Saved data entries:
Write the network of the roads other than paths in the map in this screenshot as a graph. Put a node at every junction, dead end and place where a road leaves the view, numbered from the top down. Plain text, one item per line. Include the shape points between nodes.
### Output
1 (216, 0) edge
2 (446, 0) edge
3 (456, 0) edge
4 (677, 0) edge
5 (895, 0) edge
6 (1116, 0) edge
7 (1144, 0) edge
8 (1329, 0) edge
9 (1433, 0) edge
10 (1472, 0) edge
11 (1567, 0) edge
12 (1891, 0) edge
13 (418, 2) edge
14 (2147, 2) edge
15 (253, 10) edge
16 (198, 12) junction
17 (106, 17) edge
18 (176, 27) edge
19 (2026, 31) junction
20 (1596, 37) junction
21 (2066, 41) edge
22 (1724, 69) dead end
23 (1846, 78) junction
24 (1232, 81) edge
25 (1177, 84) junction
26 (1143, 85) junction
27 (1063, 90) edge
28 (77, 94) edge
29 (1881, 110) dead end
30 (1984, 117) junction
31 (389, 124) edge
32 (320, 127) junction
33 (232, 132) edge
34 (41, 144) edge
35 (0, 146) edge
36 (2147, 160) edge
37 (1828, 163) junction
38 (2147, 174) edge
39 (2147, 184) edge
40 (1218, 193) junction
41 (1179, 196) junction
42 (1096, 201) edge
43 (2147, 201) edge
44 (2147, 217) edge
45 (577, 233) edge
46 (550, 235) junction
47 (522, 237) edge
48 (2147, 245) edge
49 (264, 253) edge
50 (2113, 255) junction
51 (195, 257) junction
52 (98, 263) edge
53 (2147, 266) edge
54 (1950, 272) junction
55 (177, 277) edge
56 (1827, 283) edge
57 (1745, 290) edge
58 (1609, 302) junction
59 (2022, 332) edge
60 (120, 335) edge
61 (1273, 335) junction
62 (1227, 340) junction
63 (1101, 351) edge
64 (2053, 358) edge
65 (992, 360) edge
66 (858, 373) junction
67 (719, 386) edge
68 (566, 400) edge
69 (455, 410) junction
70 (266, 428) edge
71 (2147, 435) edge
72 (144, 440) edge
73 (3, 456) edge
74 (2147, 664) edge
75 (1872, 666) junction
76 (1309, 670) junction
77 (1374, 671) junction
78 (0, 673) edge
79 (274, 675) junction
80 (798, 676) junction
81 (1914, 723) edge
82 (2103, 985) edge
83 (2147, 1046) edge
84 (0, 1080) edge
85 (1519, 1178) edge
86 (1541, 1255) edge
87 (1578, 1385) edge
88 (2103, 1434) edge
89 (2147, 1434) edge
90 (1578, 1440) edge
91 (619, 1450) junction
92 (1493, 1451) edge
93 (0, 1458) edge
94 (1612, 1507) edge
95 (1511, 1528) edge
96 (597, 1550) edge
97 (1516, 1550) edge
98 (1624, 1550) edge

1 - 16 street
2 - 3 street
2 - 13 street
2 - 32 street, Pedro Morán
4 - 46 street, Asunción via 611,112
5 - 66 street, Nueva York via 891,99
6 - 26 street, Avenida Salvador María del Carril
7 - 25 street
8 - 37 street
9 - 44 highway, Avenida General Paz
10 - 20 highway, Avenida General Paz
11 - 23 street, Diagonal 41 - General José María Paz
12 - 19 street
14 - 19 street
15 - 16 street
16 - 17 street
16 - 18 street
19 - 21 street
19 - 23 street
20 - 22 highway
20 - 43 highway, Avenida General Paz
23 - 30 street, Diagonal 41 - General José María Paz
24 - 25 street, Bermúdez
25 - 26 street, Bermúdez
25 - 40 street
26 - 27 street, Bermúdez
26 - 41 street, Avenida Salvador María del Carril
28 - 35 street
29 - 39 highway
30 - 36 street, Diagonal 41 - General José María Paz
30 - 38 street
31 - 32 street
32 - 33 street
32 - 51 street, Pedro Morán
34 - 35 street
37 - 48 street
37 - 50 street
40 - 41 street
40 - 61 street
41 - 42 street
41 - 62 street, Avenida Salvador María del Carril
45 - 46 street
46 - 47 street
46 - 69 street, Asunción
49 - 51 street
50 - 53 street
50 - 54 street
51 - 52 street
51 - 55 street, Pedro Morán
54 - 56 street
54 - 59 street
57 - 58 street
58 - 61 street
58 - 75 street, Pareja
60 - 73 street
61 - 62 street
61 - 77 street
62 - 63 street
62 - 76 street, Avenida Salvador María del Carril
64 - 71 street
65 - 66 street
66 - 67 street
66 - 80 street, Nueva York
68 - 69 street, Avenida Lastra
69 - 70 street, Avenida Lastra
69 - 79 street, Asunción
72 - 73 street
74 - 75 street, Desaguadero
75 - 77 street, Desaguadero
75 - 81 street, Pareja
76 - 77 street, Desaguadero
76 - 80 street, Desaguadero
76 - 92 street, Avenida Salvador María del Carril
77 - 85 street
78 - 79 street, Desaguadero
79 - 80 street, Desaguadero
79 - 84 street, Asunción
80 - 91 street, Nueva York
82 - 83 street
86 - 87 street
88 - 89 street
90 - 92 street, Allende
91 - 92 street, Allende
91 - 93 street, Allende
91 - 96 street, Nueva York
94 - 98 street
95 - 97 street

◆ WORK REQUIRED: Each of the records is to be written out again without alteration.

◆ SOLUTION FOR THIS PROBLEM:
Write the network of the roads other than paths in the map in this screenshot as a graph. Put a node at every junction, dead end and place where a road leaves the view, numbered from the top down. Plain text, one item per line. Include the shape points between nodes.
### Output
1 (216, 0) edge
2 (446, 0) edge
3 (456, 0) edge
4 (677, 0) edge
5 (895, 0) edge
6 (1116, 0) edge
7 (1144, 0) edge
8 (1329, 0) edge
9 (1433, 0) edge
10 (1472, 0) edge
11 (1567, 0) edge
12 (1891, 0) edge
13 (418, 2) edge
14 (2147, 2) edge
15 (253, 10) edge
16 (198, 12) junction
17 (106, 17) edge
18 (176, 27) edge
19 (2026, 31) junction
20 (1596, 37) junction
21 (2066, 41) edge
22 (1724, 69) dead end
23 (1846, 78) junction
24 (1232, 81) edge
25 (1177, 84) junction
26 (1143, 85) junction
27 (1063, 90) edge
28 (77, 94) edge
29 (1881, 110) dead end
30 (1984, 117) junction
31 (389, 124) edge
32 (320, 127) junction
33 (232, 132) edge
34 (41, 144) edge
35 (0, 146) edge
36 (2147, 160) edge
37 (1828, 163) junction
38 (2147, 174) edge
39 (2147, 184) edge
40 (1218, 193) junction
41 (1179, 196) junction
42 (1096, 201) edge
43 (2147, 201) edge
44 (2147, 217) edge
45 (577, 233) edge
46 (550, 235) junction
47 (522, 237) edge
48 (2147, 245) edge
49 (264, 253) edge
50 (2113, 255) junction
51 (195, 257) junction
52 (98, 263) edge
53 (2147, 266) edge
54 (1950, 272) junction
55 (177, 277) edge
56 (1827, 283) edge
57 (1745, 290) edge
58 (1609, 302) junction
59 (2022, 332) edge
60 (120, 335) edge
61 (1273, 335) junction
62 (1227, 340) junction
63 (1101, 351) edge
64 (2053, 358) edge
65 (992, 360) edge
66 (858, 373) junction
67 (719, 386) edge
68 (566, 400) edge
69 (455, 410) junction
70 (266, 428) edge
71 (2147, 435) edge
72 (144, 440) edge
73 (3, 456) edge
74 (2147, 664) edge
75 (1872, 666) junction
76 (1309, 670) junction
77 (1374, 671) junction
78 (0, 673) edge
79 (274, 675) junction
80 (798, 676) junction
81 (1914, 723) edge
82 (2103, 985) edge
83 (2147, 1046) edge
84 (0, 1080) edge
85 (1519, 1178) edge
86 (1541, 1255) edge
87 (1578, 1385) edge
88 (2103, 1434) edge
89 (2147, 1434) edge
90 (1578, 1440) edge
91 (619, 1450) junction
92 (1493, 1451) edge
93 (0, 1458) edge
94 (1612, 1507) edge
95 (1511, 1528) edge
96 (597, 1550) edge
97 (1516, 1550) edge
98 (1624, 1550) edge

1 - 16 street
2 - 3 street
2 - 13 street
2 - 32 street, Pedro Morán
4 - 46 street, Asunción via 611,112
5 - 66 street, Nueva York via 891,99
6 - 26 street, Avenida Salvador María del Carril
7 - 25 street
8 - 37 street
9 - 44 highway, Avenida General Paz
10 - 20 highway, Avenida General Paz
11 - 23 street, Diagonal 41 - General José María Paz
12 - 19 street
14 - 19 street
15 - 16 street
16 - 17 street
16 - 18 street
19 - 21 street
19 - 23 street
20 - 22 highway
20 - 43 highway, Avenida General Paz
23 - 30 street, Diagonal 41 - General José María Paz
24 - 25 street, Bermúdez
25 - 26 street, Bermúdez
25 - 40 street
26 - 27 street, Bermúdez
26 - 41 street, Avenida Salvador María del Carril
28 - 35 street
29 - 39 highway
30 - 36 street, Diagonal 41 - General José María Paz
30 - 38 street
31 - 32 street
32 - 33 street
32 - 51 street, Pedro Morán
34 - 35 street
37 - 48 street
37 - 50 street
40 - 41 street
40 - 61 street
41 - 42 street
41 - 62 street, Avenida Salvador María del Carril
45 - 46 street
46 - 47 street
46 - 69 street, Asunción
49 - 51 street
50 - 53 street
50 - 54 street
51 - 52 street
51 - 55 street, Pedro Morán
54 - 56 street
54 - 59 street
57 - 58 street
58 - 61 street
58 - 75 street, Pareja
60 - 73 street
61 - 62 street
61 - 77 street
62 - 63 street
62 - 76 street, Avenida Salvador María del Carril
64 - 71 street
65 - 66 street
66 - 67 street
66 - 80 street, Nueva York
68 - 69 street, Avenida Lastra
69 - 70 street, Avenida Lastra
69 - 79 street, Asunción
72 - 73 street
74 - 75 street, Desaguadero
75 - 77 street, Desaguadero
75 - 81 street, Pareja
76 - 77 street, Desaguadero
76 - 80 street, Desaguadero
76 - 92 street, Avenida Salvador María del Carril
77 - 85 street
78 - 79 street, Desaguadero
79 - 80 street, Desaguadero
79 - 84 street, Asunción
80 - 91 street, Nueva York
82 - 83 street
86 - 87 street
88 - 89 street
90 - 92 street, Allende
91 - 92 street, Allende
91 - 93 street, Allende
91 - 96 street, Nueva York
94 - 98 street
95 - 97 street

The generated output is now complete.